Fig. 12. The cinematic metonymy based on the figurative utterance from the song

(8) My vstrechalis' s oblakami na El'bruse – We met with the clouds on Elbrus (This poetic line is synchronized with corresponding audio-visual elements that generate a cinematic metaphor (see Fig. 13)).

Fig. 13. The cinematic metaphor based on the figurative utterance from the song

 The study of cinematic tropes has shown that both non-figurative and figurative means underlying them undergo various transformations, which will be described in the next section of this paper.

4.2. Transformations of verbal units caused by cinematic tropes’ creation

Owing to the cinematic means and devices that are involved in creating cinematic tropes, both non-figurative and figurative verbal units that construe them acquire more specified interpretations, and thus – new (unique) structural, grammatical, semantic, and pragmatic characteristics or qualities. These cinematic means and devices are as follows: visuals (shot transitions, shooting angle, light, contrast and colour distribution, etc.), sound design (music, sounds and noises, acoustic effects, etc.), and kinesthetic sequence (actors’ movement and position in space, their gestures, body movements, facial expressions, etc.).

For instance, in the comedy film “Operatsiya Y i drugie priklyucheniya Shurika” the non-figurative word-combination brat’ ekzamenatsionnyy bilet  (lit. take an examination card) gives rise to a cinematic metaphor based on understanding an examination in terms of gambling, i.e. a card game – ‘an activity in which you risk money in the hope of winning more money if you are lucky or if you guess something correctly’:

(9) Examiner: Berite bilet!Take an examination card!

Student: Professor, mozhno eshche [bilet]? – Professor, can I have another one?

Examiner: Pozhaluysta. – Yes. Please.

Student: Eshche [bilet]! – Another [card]!

Examiner: Beri [bilet]!Take it!

Student: Sebe [bilet]!Now, it’s your turn [to take a card]!

Examiner: Chto znachit «sebe»? – What do you mean by “your turn”?

Student: Oy, prostite, professor. – Oh, excuse me, Professor. (see Fig. 14).

Fig. 14. The cinematic metaphor of taking an exam as gambling

The cinematic metaphor formation results in the actualization of two senses of bilet, one of which is prescriptive and the other is new (occasional): ‘thick, stiff paper; a piece of this for writing on’ vs. ‘any one of a set of 52 cards with numbers and pictures printed on one side, which are used to play various card games’), thus creating an entirely different (imaginative) interpretation of the situation.
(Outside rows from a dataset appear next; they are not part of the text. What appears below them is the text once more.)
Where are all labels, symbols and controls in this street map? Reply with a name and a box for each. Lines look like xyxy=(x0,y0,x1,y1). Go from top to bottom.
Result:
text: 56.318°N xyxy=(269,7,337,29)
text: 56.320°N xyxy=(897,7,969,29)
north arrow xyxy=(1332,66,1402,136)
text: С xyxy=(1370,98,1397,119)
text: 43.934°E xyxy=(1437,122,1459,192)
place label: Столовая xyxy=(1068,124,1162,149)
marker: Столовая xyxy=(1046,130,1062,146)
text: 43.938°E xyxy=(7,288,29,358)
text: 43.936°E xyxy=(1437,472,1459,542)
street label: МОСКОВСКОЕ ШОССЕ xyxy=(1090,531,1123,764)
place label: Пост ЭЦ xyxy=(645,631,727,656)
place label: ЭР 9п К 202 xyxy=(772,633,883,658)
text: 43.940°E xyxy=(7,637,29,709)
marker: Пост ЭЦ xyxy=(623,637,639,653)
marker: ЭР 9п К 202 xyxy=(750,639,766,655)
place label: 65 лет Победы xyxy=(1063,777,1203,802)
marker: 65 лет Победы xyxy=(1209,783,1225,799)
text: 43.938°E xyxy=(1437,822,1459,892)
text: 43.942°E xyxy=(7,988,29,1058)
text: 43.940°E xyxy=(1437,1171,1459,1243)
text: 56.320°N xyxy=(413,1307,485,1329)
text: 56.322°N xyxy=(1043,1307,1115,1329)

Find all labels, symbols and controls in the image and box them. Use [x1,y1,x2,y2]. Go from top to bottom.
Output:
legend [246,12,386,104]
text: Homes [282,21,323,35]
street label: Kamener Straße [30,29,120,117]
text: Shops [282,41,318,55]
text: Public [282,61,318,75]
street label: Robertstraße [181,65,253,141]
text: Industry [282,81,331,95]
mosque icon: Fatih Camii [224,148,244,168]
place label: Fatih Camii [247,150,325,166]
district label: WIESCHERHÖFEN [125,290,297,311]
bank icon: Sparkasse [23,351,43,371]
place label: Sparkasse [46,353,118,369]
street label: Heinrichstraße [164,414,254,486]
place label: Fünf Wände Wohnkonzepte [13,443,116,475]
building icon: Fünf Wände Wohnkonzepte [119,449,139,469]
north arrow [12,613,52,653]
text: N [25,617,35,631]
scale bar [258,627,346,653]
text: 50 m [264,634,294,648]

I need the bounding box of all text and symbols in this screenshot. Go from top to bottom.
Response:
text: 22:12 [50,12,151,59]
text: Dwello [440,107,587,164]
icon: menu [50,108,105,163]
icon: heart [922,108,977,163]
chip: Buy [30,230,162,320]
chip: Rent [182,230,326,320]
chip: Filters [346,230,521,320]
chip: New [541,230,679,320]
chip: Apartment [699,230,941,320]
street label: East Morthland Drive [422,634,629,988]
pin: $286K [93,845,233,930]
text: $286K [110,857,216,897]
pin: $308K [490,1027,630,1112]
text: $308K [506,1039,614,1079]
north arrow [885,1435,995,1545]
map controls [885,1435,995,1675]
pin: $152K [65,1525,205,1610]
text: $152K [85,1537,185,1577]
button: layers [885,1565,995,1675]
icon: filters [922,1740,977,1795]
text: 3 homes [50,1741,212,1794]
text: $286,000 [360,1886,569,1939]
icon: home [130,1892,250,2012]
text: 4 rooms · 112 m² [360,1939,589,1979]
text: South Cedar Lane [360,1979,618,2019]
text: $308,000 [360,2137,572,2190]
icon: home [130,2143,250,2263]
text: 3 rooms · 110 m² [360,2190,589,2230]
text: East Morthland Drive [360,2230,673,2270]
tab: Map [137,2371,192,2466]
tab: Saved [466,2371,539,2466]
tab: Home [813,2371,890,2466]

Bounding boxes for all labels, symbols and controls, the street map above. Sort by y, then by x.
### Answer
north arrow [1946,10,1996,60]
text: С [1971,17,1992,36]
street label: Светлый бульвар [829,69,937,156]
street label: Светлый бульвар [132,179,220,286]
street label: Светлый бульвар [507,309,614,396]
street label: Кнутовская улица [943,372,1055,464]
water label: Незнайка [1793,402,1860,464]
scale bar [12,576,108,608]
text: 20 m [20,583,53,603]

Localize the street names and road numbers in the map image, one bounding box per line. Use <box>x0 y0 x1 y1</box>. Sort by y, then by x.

The form of the word-combination is both fully and partially reduced throughout the dialogue and its original components ekzamenatsionnyy bilet are (implicitly) replaced within the framework of this communicative situation by the new ones – igral'naya karta. This denotes such structural changes as: brat' ekzamenatsionnyy bilet > brat' igral'nuyu kartu. The “cues” that help to decode all these transformations are the words eshche and sebe that are usually used in a card game. All the indicated transformations allow the verbal unit in question to perform a pragmatic function not typical for its everyday use – a ludic function.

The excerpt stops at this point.